Two Poems

by Richard Widerkehr

Saying Evening Prayers at Our Zoom Services 

A big-leaf maple glows in the sun 
by the goat shed, as if its DNA knew the code 
to turn carbon dioxide into oxygen.  
In her hospital bed, our mother saw a world 
made of red-black letters. So beautiful, 
she said.
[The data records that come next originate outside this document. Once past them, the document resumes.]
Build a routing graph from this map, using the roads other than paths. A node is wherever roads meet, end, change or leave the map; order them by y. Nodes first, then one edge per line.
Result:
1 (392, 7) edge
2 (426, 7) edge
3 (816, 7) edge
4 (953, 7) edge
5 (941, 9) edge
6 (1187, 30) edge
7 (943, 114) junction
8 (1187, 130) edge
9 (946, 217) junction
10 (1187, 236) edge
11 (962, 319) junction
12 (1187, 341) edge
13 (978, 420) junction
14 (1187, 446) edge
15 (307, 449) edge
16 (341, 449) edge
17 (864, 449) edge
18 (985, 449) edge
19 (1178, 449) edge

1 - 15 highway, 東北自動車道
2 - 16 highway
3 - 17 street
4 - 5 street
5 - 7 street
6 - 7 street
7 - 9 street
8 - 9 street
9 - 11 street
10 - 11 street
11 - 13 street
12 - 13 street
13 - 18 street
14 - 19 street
Haven’t certain Jews believed 
the world was created from Hebrew 
letters? This spider web on the lawn—
at online services, we say, Adonai, 
You bring down the eyelids of evening. 
Maybe, a certain white-crowned sparrow 
carries our mother’s name into the dark,
a missing alphabet, her sabbath of rest.

Night Journey 

The mountains haven’t been leveled.
The street is still a street. I pick up your suitcases,
walk with you, no yellow half-moon
low in the sky. 

The last brick house 
with the oak door, black elm trees…
Father, you wear your jacket of stars.  

Mother, you sing an old song.

RICHARD WIDERKEHR’S latest book is  At The Grace Cafe (Main Street Rag). His work has appeared in Crab Creek Review, Writer’s Almanac, Verse Daily, Bellingham Review, Atlanta Review, and many others. He won two Hopwood first prizes for poetry at the University of Michigan. He has poems in Take A Stand: Art Against Hate (Raven Chronicles Press), which won a Washington State Book Award for 2021. His three books of poems include In The Presence of Absence (MoonPath Press). He has three chapbooks and one novel Sedimental Journey (Tarragon Books). He reads submissions for Shark Reef Review.